Ana não só desistiu de se matar, mas lutou para viver e venceu suas batalhas contra o ardiloso destino. Com muita determinação, ousadia e vontade de vencer, ela foi subindo degrau por degrau e, hoje, pode se dizer orgulhosa pela estrada conquistada. Mulher negra, forte, decidida e muito talentosa. Ana acumula inúmeros trabalhos na TV, dentre eles, novelas e séries, no cinema, e principalmente no teatro- sua grande e maior paixão. ” Eu amo teatro desde que me conheço por gente. Creio que essa paixão começou ainda no ventre da minha mãe”, diz. Recentemente, Ana se destacou na pele da governanta Ismênia, na novela “Mar do Sertão” (TV Globo).
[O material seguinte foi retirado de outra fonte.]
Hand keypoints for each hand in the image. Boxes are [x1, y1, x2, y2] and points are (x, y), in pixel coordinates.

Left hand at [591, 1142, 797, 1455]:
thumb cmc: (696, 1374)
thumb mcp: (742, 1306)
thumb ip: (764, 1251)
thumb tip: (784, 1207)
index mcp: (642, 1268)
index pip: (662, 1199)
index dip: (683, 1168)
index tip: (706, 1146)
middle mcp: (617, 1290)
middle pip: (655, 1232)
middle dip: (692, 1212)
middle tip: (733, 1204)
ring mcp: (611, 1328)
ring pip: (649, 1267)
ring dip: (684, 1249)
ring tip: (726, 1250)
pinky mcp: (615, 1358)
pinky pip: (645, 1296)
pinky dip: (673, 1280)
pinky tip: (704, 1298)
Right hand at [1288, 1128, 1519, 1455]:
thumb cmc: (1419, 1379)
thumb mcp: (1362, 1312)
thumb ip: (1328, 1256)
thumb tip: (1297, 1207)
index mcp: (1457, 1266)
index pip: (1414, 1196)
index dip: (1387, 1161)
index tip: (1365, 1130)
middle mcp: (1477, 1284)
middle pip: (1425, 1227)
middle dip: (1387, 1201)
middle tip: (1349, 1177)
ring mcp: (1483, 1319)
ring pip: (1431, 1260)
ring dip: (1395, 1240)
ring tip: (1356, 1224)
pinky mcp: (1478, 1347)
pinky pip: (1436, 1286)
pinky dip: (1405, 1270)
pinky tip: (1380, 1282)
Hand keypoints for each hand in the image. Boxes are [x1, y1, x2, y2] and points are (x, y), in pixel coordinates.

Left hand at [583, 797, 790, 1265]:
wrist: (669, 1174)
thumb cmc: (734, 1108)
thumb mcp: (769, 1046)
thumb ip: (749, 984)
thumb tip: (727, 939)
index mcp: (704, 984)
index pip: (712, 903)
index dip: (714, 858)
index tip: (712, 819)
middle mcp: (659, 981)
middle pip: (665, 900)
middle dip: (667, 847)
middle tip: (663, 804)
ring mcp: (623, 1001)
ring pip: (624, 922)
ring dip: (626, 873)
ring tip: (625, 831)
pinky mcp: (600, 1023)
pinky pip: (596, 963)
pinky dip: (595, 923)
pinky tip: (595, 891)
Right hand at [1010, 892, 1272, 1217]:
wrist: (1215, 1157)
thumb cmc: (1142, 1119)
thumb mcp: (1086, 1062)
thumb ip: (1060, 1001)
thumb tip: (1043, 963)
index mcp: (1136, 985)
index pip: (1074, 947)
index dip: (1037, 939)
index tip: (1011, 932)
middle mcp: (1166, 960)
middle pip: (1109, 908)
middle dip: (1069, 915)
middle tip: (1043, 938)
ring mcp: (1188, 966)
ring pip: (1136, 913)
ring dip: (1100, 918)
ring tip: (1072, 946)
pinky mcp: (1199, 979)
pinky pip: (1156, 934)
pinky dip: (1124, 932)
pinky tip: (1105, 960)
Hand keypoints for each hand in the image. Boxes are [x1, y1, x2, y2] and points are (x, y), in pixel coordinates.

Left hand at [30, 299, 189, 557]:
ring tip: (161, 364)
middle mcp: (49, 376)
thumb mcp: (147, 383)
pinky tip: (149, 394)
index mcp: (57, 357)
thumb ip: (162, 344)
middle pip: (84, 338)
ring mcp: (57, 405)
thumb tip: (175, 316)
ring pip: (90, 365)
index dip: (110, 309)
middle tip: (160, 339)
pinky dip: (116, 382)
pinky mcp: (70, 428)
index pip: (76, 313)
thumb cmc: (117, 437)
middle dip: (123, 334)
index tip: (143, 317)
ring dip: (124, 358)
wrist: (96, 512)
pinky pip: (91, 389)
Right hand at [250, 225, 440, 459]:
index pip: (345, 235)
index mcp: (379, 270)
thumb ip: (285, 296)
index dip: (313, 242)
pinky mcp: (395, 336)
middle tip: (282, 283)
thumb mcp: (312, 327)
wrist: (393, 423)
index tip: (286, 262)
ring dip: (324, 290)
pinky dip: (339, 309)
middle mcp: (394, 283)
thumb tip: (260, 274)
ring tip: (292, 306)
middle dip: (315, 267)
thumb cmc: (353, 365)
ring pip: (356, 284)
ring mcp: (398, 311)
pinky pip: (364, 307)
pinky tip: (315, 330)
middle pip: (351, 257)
Nesta entrevista especial ao blog “Desejo de viver”, Ana Miranda fala sobre o seu processo de superação no passado, da resistência da mãe que não a queria como atriz, da condição de mulher negra na sociedade, e também da luta contra o racismo. “Meu sonho é não ler mais manchetes dizendo que a TV está com protagonistas negras ou que o ministro é negro ou ainda que um negro conquistou posições de destaque na sociedade. Isso tem que ser algo natural e não deveria mais ser pauta. Por outro lado estamos tendo um progresso importante e que não pode parar”, justifica.

Como foi o seu despertar artístico? Você teve alguma influência da família?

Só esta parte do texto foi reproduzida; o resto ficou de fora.